A guards clause is a choice between 'on_change' 'require' ContextTypeName and 'forbid' 'transform' ID, and a ModifyFunctionChange carries an optional TransformDecl ('transform' ID (',' ID)*) after its shape-trait list. The transform keyword is new; it is safe to add because no identifier in the model uses it as a name.
Typed review governance adds three more keywords: top-level RoleDecl ('role' ID) and PolicyDecl ('policy' ID '{' RequireApproverDecl* '}'), plus a valueless SensitiveDecl ('sensitive') as a memory member. Reserving role, policy, and sensitive means they can no longer be used as bare lowercase identifiers (module segments or function names); PascalCase names such as Policy are unaffected.
User-defined context obligations add a RequireContextDecl trait member ('require_context' ID '<' ID '>' ('satisfied_by' ContextObjectKind ('or' ContextObjectKind)*)?), reserving require_context and satisfied_by. Each new keyword must also be added to SHAPE_RESERVED_WORDS in ast-generation-utils.ts; the “reserved words cover every ID-shaped grammar keyword” test enforces this so the AST generator never emits an unparsable bare keyword.

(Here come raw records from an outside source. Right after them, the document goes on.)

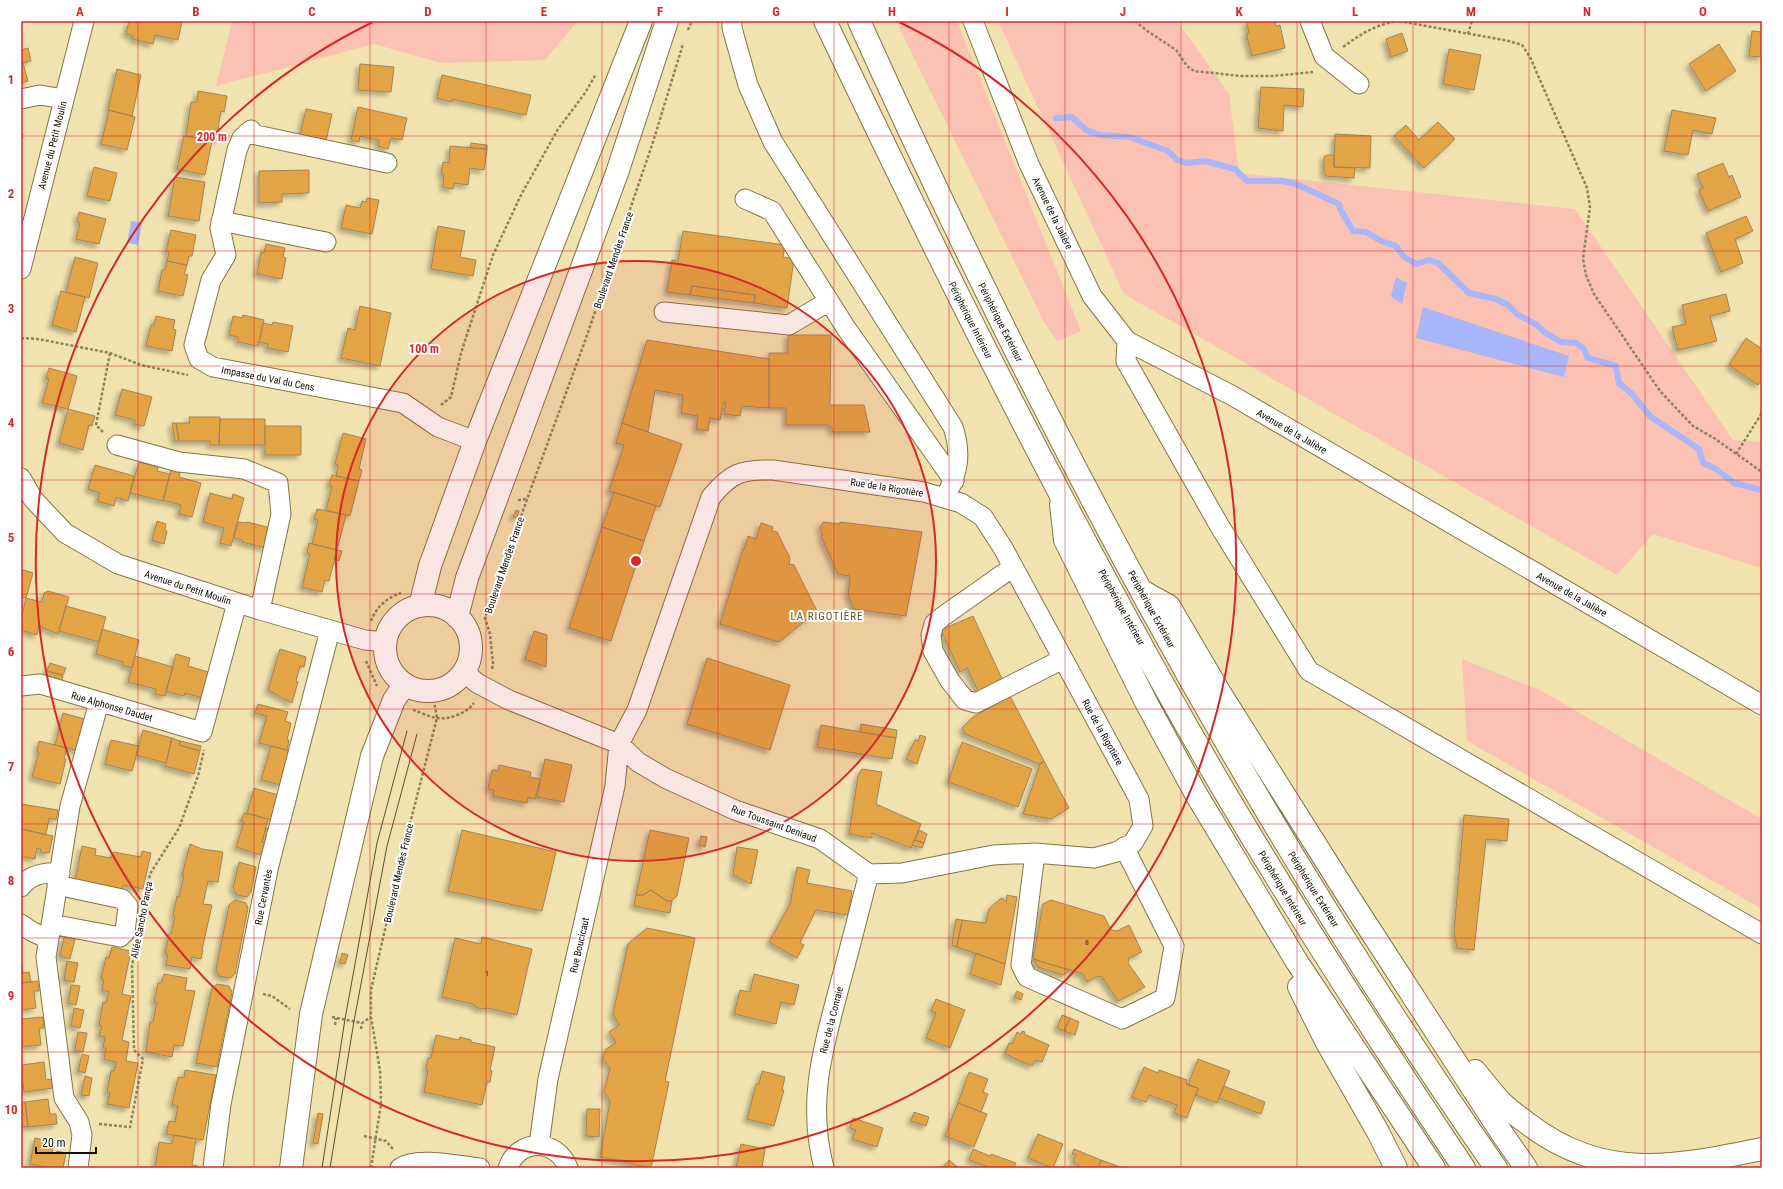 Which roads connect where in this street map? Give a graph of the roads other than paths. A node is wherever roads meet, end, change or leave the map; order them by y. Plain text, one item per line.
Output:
1 (84, 21) edge
2 (641, 21) edge
3 (667, 21) edge
4 (732, 21) edge
5 (825, 21) edge
6 (859, 21) edge
7 (973, 21) edge
8 (1310, 21) edge
9 (1359, 84) dead end
10 (21, 99) edge
11 (64, 99) junction
12 (387, 163) dead end
13 (745, 199) dead end
14 (221, 221) junction
15 (326, 242) dead end
16 (21, 269) edge
17 (830, 301) junction
18 (664, 312) dead end
19 (1127, 340) junction
20 (475, 441) junction
21 (117, 446) road end
22 (21, 478) edge
23 (954, 481) junction
24 (1059, 491) junction
25 (945, 498) junction
26 (1013, 567) junction
27 (1142, 591) junction
28 (237, 603) junction
29 (420, 606) junction
30 (260, 610) junction
31 (457, 617) junction
32 (330, 630) junction
33 (385, 642) junction
34 (1063, 659) junction
35 (463, 671) junction
36 (405, 684) junction
37 (21, 686) edge
38 (99, 702) junction
39 (1762, 705) edge
40 (619, 744) junction
41 (1124, 847) junction
42 (1035, 853) junction
43 (869, 874) junction
44 (59, 879) junction
45 (21, 887) edge
46 (21, 924) edge
47 (49, 931) junction
48 (1762, 934) edge
49 (1297, 962) junction
50 (1440, 1039) junction
51 (539, 1145) junction
52 (1762, 1149) edge
53 (402, 1166) edge
54 (78, 1168) edge
55 (213, 1168) edge
56 (290, 1168) edge
57 (480, 1168) edge
58 (508, 1168) edge
59 (568, 1168) edge
60 (824, 1168) edge
61 (1396, 1168) edge
62 (1434, 1168) edge
63 (1464, 1168) edge
64 (1496, 1168) edge
65 (1526, 1168) edge

1 - 11 street, Avenue du Petit Moulin
2 - 20 main road
3 - 31 main road
4 - 23 street
5 - 24 main road, Périphérique Intérieur
6 - 27 main road, Périphérique Extérieur
7 - 19 street, Avenue de la Jalière
8 - 9 street
10 - 11 street
11 - 16 street, Avenue du Petit Moulin
12 - 14 street, Impasse du Val du Cens
13 - 17 street
14 - 15 street
14 - 20 street, Impasse du Val du Cens
17 - 18 street
17 - 23 street
19 - 39 street, Avenue de la Jalière
19 - 48 street
20 - 29 main road
21 - 30 street
22 - 28 street, Avenue du Petit Moulin
23 - 25 street
24 - 49 main road
24 - 63 main road, Périphérique Intérieur
25 - 26 street, Rue de la Rigotière
25 - 40 street, Rue de la Rigotière
26 - 34 street, Rue de la Rigotière
26 - 34 street
27 - 50 main road
27 - 64 main road, Périphérique Extérieur
28 - 30 street, Avenue du Petit Moulin
28 - 38 street, Rue Alphonse Daudet
29 - 31 main road
29 - 33 main road
30 - 32 street, Avenue du Petit Moulin
31 - 35 main road
32 - 33 street, Avenue du Petit Moulin
32 - 55 street, Rue Cervantès
33 - 36 main road
34 - 41 street, Rue de la Rigotière
35 - 36 main road
35 - 40 street, Rue Toussaint Deniaud
36 - 56 main road
37 - 38 street, Rue Alphonse Daudet
38 - 44 street
40 - 43 street, Rue Toussaint Deniaud
40 - 51 street, Rue Boucicaut
41 - 42 street
41 - 42 street
42 - 43 street
43 - 60 street, Rue de la Conraie
44 - 45 street
44 - 47 street
44 - 47 street
46 - 47 street
47 - 54 street
49 - 61 main road
49 - 62 main road
50 - 52 main road
50 - 65 main road
51 - 58 street
51 - 59 street
53 - 57 street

Memory-guard members are grouped blocks (ProtectsBlock, GuardsBlock, WhoBlock, WhenBlock, reserving who) in RationaleMember/MemoryMember. This is the only guard-member syntax — the earlier flat ProtectsDecl/GuardDecl (and bare top-level owner/review_by) members were removed, so there is one canonical on-disk form. The checker lowers block entries into the shared context info, and the formatter aggregates repeated blocks of the same kind into one.
ProtectsBlock entries are comma-separated, because a ProtectsEntry’s optional value would otherwise swallow the next entry’s keyword. GuardsBlock entries are self-delimiting (each starts with on_change or forbid). WhoBlock/WhenBlock hold a single optional OwnerDecl/ReviewByDecl, matching the single-valued lowering so the formatter cannot reorder repeated entries into a different document-order winner.
Generated Artifacts
Section titled “Generated Artifacts”After grammar edits, run:
bun run langium:generateGenerated files live under packages/shp-checker/src/language/generated/.
Do not hand-edit generated files. Change the grammar, regenerate, and then update parser, formatter, checker, editor, authoring, and docs code that depends on the new AST shape.
Safe Grammar Change Checklist
Section titled “Safe Grammar Change Checklist”When changing the grammar, make the corresponding semantic and tooling changes in the same branch:
- Add or update parser tests for the syntax.
- Update formatter output so diffs stay canonical.
- Lower new semantic concepts into facts or internal indexes.
- Add rule checks only if the syntax has semantic meaning.
- Add or update bindings when the syntax affects docs, CLI behavior, or other review surfaces.
- Add editor completions or hovers if the construct is user-facing.
- Update docs with a valid example and, when needed,
shape no-verifyfor partial snippets. - Run
bun run langium:generate,bun test,bun run docs:check, andbun run typecheck.
The grammar is the first contract users meet. Keep it explicit, stable, and easy to explain.